_PROBLEM REQUIREMENTS_
Check every line of the data below for "Sachsenweg". Copy each one that has it.

_TASK DATA_
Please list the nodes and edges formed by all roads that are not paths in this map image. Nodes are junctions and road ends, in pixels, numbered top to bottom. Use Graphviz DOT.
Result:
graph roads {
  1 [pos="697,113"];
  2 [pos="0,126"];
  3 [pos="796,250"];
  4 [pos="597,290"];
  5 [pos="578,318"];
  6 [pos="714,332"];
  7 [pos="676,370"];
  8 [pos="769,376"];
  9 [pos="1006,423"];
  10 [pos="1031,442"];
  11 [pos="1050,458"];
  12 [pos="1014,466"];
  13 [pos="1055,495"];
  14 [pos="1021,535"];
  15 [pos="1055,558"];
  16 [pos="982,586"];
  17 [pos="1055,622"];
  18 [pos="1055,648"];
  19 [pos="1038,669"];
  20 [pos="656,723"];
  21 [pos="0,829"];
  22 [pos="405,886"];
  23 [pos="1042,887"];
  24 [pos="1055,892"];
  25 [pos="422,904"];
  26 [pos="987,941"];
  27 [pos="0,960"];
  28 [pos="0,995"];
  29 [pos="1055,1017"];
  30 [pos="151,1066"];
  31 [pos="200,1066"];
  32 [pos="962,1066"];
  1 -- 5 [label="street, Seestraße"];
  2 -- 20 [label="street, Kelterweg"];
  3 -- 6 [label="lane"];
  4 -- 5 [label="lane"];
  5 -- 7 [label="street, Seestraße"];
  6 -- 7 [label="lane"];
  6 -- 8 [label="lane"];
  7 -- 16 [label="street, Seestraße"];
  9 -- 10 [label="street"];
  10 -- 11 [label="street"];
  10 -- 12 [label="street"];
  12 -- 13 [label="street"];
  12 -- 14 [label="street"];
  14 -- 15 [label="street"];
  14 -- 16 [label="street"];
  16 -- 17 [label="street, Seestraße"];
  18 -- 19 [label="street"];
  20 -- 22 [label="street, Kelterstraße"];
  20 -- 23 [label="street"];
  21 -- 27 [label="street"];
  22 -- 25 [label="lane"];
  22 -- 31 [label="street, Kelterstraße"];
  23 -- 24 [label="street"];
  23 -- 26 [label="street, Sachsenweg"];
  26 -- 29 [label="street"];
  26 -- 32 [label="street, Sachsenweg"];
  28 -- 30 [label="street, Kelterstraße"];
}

_TASK SOLUTION_
  23 -- 26 [label="street, Sachsenweg"];
  26 -- 32 [label="street, Sachsenweg"];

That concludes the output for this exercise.